Your instructions: Below are the entries; state how many of their lines contain the string "nodes", and nothing more.

The data:
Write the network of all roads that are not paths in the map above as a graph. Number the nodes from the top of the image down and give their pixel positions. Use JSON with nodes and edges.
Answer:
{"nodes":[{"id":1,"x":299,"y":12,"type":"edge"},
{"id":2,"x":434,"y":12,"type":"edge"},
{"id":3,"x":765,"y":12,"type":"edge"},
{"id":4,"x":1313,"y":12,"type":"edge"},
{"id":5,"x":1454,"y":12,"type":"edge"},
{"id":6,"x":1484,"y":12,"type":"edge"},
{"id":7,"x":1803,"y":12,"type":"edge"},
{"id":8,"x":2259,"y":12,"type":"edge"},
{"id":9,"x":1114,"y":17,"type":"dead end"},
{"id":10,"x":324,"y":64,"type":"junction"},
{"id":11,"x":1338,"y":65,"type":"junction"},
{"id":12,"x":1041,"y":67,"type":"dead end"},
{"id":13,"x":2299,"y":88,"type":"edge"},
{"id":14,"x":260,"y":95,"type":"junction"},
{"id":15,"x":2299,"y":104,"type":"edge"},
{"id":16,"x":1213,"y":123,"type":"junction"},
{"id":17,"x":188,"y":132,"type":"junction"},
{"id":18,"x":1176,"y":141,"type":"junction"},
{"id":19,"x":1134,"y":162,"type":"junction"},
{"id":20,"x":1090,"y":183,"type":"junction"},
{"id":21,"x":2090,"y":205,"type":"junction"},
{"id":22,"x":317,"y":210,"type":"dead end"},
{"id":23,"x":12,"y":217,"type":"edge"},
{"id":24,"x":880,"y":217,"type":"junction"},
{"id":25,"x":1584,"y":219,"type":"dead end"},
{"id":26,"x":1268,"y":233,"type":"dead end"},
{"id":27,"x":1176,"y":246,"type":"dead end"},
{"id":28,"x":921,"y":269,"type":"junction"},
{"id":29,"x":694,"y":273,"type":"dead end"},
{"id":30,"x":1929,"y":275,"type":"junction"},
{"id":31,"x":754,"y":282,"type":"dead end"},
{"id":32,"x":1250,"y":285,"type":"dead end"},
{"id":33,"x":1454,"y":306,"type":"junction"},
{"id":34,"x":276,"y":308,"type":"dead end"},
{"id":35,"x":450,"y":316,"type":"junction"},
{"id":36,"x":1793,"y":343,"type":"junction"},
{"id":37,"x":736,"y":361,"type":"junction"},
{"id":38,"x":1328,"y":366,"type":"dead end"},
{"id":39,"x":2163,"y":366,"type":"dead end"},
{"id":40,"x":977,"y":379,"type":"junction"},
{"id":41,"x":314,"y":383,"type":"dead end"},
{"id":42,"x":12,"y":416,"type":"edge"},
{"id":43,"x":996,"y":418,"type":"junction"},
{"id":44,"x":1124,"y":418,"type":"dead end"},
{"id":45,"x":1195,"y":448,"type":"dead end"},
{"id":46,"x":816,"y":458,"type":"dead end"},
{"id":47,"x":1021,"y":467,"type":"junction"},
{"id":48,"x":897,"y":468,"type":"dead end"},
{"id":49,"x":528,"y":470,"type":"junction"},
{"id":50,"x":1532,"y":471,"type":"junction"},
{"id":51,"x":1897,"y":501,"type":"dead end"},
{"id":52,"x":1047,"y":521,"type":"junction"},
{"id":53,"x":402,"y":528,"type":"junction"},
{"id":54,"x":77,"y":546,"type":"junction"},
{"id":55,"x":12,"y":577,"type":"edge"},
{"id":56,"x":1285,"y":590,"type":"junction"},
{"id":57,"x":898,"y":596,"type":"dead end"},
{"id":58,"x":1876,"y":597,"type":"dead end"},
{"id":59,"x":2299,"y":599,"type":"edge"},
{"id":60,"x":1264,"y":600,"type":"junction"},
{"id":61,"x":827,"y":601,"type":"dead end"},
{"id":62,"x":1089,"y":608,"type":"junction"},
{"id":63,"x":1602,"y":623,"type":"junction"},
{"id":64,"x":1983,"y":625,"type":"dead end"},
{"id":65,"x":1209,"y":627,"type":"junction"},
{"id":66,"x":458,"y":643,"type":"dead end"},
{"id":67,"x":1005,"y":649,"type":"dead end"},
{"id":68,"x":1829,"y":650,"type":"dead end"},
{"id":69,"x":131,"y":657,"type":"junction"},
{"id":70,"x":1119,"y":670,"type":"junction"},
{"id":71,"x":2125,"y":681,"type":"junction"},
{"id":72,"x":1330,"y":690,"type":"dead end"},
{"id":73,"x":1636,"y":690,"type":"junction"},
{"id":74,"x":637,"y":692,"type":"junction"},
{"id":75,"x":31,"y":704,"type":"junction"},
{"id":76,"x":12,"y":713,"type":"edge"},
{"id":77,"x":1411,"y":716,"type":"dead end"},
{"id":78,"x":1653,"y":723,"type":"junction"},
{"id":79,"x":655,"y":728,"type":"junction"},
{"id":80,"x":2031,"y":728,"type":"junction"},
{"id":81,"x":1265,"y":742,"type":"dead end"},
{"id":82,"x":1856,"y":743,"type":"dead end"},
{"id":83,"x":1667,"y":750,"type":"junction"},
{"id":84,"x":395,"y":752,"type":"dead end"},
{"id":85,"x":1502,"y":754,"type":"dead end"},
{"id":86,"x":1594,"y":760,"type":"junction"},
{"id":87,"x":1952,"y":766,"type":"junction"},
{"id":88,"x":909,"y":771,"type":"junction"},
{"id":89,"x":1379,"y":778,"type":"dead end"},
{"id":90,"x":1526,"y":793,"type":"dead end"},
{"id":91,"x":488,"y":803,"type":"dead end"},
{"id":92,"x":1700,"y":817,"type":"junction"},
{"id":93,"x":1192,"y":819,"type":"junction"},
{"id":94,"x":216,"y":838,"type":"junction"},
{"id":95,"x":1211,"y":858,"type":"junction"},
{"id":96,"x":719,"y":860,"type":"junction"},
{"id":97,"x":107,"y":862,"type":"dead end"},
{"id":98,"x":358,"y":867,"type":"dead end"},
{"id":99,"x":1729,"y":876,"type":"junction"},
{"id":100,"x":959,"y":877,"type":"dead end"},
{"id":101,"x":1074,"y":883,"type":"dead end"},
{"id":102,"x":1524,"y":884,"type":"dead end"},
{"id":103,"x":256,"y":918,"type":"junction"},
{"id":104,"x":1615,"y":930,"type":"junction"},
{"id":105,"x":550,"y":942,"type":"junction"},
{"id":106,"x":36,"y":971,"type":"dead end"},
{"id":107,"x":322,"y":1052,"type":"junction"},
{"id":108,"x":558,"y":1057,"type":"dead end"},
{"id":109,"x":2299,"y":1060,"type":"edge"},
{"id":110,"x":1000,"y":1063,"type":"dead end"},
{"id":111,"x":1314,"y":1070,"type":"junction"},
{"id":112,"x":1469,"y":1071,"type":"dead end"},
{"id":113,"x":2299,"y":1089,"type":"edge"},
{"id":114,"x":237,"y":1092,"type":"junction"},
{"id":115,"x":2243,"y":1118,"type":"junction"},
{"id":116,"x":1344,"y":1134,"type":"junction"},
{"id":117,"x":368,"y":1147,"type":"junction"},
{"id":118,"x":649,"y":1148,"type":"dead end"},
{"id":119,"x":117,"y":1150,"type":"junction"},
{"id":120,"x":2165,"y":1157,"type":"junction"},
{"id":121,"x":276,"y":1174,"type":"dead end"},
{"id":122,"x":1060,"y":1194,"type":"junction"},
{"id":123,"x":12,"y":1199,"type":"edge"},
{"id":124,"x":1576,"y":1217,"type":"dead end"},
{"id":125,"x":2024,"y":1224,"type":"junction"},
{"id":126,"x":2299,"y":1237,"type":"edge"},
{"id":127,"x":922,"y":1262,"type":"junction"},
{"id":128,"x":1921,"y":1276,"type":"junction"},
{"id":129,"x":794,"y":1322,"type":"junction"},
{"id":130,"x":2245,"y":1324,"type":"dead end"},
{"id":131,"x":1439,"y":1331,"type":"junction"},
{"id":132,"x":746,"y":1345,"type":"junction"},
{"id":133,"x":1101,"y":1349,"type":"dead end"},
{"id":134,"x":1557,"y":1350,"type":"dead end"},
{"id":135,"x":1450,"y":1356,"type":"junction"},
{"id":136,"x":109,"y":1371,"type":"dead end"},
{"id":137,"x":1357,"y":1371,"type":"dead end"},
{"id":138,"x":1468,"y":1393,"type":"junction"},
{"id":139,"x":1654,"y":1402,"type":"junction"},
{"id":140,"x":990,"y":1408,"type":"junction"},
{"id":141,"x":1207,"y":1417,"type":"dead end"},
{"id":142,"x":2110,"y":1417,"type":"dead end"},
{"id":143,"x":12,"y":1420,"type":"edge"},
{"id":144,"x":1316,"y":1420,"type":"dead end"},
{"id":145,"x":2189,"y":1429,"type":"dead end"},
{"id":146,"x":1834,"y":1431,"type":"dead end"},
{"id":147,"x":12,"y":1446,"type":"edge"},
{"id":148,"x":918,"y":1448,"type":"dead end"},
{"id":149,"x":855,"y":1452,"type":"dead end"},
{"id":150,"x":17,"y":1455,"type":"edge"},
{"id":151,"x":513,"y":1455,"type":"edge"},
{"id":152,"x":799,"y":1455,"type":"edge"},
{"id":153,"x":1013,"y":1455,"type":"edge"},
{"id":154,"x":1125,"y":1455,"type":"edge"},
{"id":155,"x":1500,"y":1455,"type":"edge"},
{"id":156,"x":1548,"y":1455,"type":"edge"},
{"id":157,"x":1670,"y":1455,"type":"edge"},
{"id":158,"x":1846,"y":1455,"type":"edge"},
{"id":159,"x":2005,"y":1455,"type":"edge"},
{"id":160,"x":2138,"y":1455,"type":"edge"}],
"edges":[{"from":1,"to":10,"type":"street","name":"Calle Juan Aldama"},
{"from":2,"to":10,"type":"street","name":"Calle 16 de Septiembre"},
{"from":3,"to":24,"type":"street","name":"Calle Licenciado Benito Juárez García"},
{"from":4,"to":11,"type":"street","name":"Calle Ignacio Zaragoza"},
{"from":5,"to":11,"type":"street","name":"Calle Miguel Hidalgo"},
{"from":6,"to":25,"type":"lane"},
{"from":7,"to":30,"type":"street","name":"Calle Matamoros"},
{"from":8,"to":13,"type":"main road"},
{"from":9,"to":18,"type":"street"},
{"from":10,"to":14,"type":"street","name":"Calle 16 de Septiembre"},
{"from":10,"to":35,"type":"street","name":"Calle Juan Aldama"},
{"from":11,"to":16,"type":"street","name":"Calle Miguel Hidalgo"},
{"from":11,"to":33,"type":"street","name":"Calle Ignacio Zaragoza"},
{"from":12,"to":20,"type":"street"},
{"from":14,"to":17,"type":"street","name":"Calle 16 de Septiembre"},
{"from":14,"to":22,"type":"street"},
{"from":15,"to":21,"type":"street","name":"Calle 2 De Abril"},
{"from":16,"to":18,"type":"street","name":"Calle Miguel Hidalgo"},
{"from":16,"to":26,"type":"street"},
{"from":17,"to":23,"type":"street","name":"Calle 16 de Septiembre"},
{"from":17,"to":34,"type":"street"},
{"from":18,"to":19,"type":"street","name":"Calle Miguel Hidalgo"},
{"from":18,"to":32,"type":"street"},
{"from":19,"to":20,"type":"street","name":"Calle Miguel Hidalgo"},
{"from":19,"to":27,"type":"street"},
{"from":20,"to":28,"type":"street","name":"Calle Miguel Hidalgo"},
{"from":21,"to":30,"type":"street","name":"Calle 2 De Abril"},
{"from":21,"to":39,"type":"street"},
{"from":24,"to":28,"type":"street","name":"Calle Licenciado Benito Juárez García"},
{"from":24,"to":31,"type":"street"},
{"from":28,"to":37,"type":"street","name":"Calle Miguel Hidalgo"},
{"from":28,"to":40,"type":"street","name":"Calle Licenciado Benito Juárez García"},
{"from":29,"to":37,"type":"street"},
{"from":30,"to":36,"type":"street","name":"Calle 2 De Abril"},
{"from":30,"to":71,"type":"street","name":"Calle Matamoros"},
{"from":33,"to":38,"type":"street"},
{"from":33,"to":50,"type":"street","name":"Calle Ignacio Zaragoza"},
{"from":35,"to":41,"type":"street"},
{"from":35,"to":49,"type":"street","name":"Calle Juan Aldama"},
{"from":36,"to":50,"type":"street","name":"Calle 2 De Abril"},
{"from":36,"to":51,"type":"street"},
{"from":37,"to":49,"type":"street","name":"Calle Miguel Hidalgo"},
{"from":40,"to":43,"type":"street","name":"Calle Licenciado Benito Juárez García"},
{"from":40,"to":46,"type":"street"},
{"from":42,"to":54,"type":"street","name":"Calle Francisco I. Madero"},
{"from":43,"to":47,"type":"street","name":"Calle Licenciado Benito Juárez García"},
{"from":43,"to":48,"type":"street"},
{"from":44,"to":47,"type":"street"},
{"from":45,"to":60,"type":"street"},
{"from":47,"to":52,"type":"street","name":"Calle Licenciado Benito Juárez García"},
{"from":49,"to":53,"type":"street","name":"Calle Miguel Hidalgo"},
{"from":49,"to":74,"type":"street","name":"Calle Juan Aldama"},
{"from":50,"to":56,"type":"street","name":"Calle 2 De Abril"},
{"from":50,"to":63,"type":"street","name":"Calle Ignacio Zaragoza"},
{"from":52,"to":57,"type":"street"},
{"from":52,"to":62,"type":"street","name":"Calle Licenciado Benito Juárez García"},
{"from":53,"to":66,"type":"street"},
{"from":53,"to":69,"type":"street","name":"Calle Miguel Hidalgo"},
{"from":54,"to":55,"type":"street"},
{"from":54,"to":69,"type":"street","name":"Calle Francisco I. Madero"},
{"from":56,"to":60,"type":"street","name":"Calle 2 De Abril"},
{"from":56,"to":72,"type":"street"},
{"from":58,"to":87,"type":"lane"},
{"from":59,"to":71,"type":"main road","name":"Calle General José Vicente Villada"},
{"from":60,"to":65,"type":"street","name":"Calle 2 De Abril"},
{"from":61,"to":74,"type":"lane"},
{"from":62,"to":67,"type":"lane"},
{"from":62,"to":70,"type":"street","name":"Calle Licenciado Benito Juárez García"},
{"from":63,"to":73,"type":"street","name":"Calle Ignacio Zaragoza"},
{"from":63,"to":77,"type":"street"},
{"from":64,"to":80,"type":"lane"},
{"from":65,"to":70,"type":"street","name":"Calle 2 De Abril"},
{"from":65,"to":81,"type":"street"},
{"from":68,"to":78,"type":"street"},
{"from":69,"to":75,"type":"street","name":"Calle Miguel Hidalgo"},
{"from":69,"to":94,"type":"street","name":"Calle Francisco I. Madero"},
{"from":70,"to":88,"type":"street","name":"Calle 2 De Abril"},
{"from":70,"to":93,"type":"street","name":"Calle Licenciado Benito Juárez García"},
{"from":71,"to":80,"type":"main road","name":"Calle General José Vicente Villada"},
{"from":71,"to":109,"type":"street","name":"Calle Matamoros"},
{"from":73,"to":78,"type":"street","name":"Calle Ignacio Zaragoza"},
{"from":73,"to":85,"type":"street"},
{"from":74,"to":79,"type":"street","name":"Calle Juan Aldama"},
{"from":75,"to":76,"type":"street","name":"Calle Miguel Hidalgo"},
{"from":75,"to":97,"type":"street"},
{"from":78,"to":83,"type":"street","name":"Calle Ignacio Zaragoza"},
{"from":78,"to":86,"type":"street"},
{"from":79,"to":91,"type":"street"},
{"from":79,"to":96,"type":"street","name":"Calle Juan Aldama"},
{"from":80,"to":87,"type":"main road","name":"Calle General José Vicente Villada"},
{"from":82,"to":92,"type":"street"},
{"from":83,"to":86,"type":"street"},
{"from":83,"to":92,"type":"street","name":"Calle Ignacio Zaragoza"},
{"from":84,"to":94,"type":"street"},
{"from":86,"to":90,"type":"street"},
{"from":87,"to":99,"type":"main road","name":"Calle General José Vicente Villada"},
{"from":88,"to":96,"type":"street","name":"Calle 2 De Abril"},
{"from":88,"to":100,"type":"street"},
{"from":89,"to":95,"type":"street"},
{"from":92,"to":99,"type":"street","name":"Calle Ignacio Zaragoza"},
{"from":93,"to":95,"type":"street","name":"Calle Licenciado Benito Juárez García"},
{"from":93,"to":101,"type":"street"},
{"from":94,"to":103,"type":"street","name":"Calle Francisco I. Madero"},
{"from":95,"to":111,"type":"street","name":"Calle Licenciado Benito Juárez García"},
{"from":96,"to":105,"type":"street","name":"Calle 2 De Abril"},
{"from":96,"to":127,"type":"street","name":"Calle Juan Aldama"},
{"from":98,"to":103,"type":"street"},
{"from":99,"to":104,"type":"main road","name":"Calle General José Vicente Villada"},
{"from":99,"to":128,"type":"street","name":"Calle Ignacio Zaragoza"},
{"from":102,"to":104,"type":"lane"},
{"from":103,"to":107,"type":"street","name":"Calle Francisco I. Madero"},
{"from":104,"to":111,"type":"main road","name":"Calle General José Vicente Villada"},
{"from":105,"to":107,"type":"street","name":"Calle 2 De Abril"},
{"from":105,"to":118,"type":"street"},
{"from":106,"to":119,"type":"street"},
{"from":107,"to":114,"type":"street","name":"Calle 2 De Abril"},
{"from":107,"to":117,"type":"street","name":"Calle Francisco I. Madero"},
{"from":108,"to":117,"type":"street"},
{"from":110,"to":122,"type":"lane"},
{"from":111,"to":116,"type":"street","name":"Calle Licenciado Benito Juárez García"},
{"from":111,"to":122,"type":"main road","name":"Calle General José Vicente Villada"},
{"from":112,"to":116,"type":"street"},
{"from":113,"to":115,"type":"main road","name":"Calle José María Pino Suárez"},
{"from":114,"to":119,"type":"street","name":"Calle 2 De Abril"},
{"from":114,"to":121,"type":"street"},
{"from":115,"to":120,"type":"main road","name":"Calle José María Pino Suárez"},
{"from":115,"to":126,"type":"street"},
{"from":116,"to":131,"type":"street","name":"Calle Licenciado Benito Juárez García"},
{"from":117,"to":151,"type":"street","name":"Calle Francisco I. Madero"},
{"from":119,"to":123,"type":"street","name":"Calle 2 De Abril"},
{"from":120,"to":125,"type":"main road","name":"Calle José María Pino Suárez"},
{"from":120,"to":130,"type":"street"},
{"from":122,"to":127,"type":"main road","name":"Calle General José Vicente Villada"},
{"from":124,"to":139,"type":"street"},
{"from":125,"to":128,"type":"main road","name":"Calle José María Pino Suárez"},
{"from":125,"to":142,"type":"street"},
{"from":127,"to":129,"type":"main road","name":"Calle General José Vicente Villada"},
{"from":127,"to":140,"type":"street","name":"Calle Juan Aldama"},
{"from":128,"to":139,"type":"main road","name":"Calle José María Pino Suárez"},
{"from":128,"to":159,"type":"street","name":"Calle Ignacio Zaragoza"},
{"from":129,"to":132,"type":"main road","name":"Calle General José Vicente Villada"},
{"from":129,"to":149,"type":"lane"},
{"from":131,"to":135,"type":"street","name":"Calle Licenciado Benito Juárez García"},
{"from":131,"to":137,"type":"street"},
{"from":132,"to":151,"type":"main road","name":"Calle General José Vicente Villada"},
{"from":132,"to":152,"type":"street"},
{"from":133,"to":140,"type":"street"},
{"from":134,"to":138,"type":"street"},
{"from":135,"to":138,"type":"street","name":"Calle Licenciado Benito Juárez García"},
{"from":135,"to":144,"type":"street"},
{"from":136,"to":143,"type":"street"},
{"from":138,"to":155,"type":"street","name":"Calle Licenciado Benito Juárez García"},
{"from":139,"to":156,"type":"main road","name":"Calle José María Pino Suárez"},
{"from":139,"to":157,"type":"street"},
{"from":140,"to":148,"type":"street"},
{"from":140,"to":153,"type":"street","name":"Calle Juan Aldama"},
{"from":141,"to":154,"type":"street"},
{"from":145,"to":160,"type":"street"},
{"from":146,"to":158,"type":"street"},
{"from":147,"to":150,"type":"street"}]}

Solved problem: 2